O SURTO DE ALÉM-PALAVRA

Atendendo a uma solicitação de leitura e comentário feita pelo Orkut, chego ao texto que a autora classificou como “soneto”, num evidente equívoco inicial, creio que por ignorar as regras deste espécime do classicismo poético. Examinemos:

DEVOLVE...

Anjopoesia

Devolve minha paz...

a que tinha

antes de te conhecer

Devolve minha luz

que perdi...

quando coloquei

meus olhos em você

Devolve meu sorriso

que parei de ter...

quando sorri para você

Devolve minha alma

que está contigo

desde o dia

em que te conheci...

– Enviado por Anjopoesia em 11/10/2012.

– Reeditado em 12/10/2012.

http://www.recantodasletras.com.br/sonetos/3926399

– Código do texto: T3926399.

Anjo, amada amiga! A obra em exame tem somente o número de versos pertinentes ao soneto – como estrutura – e nada mais que o identifique como passível de classificação como tal. O soneto é uma apresentação formal do pensamento poético clássico, e, desde o séc. XIII conta, tradicionalmente, com 14 (quatorze) versos, distribuídos em dois quartetos e dois tercetos com contagem silábica uniforme. São exceções pontuais o soneto shakespereano, o monostrófico (uma só estrofe) ou o estrambótico, os quais apresentam formatos diferenciados quanto à disposição dos versos. Seria oportuno e conveniente escandir – fazer a contagem silábica – de cada um dos versos do texto que a autora pretende apresentar como exemplar de sonetística. Como bem se pode ver, não há obediência a estas regras, portanto, não se trata de um SONETO, e, sim de um POEMA, em versos brancos, sem rima, exemplar típico da contemporaneidade poética, e deveria ter sido classificado como “poema”. Os versos formam um singelo "recado amoroso", que é como denomino o exemplar que contém lirismo, mas não contém a Poesia, gênero literário. Ao demais, a peça está minada de possessão individualista, pelo excessivo uso de pronomes possessivos, e isso não condiz com uma peça que efetivamente contenha Poesia. A arte poética deve conter laivos de Confraternidade (se bem que rarefeita no lírico-amoroso), isto é, liberdade de escolha de atos e opções entre as pessoas, com Universalidade de linguagem.

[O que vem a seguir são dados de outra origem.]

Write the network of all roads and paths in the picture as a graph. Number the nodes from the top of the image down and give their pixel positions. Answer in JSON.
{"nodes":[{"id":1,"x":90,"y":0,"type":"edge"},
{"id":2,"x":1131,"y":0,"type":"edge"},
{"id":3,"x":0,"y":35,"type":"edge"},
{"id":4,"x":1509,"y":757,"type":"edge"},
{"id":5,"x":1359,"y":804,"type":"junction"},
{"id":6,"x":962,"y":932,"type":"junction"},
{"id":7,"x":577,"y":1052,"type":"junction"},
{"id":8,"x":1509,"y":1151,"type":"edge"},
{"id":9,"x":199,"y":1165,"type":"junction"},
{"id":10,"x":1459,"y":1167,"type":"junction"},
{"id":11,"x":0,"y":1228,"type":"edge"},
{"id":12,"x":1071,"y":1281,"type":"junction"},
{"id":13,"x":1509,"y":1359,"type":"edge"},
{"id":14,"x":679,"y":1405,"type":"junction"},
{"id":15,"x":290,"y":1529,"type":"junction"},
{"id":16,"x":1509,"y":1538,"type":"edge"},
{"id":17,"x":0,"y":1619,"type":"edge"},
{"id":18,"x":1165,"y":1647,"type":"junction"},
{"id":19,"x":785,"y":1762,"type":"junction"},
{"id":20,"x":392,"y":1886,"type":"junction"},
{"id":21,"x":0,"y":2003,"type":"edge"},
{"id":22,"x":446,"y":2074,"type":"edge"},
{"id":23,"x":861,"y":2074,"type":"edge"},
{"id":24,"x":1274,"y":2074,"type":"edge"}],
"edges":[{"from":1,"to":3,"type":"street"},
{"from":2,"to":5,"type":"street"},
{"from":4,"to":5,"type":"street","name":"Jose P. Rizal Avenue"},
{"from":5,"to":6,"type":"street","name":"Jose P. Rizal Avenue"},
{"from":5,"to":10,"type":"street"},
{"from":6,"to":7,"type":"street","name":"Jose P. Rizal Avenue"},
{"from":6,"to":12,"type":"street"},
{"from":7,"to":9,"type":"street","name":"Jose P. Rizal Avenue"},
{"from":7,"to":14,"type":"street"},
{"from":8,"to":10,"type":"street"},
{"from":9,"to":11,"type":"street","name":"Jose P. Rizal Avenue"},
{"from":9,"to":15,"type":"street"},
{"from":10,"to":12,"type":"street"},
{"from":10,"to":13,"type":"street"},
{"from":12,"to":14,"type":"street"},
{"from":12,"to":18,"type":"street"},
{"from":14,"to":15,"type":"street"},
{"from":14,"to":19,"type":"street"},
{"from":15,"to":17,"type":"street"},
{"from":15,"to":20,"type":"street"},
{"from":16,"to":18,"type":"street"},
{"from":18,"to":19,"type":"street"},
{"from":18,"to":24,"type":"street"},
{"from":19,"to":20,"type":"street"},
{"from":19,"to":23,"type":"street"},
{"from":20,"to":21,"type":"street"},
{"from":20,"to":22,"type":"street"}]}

A rigor, temos aqui um texto lírico-amoroso, visto que não ocorre o uso de figuras de linguagem, especialmente as METÁFORAS. E, sem estas, não há como se identificar Poesia no texto, porque resta negado o uso da linguagem conotativa, ficando no sentido denotativo, que é o uso da palavra no lugar comum da vida, o usual. E Poesia não é a linguagem usual do dia a dia – é a exceção – vale dizer, a palavra em seu vestido de festa, formosa, e que vai além do que o próprio autor quis dizer. Portanto, não pode conter um discurso aberto, derramado, direto, sem nenhuma codificação de linguagem. Pela Poesia, o surto de além-palavra fica entranhado no tecido dela, na tessitura do mistério que lhe dá corpo para além de sua própria forma e lavratura, e que não se constata nem fica visível a uma simples leitura. Aliás, como todo o Mistério que se preza...

– Do livro QUINTAIS DO MISTÉRIO, 2012.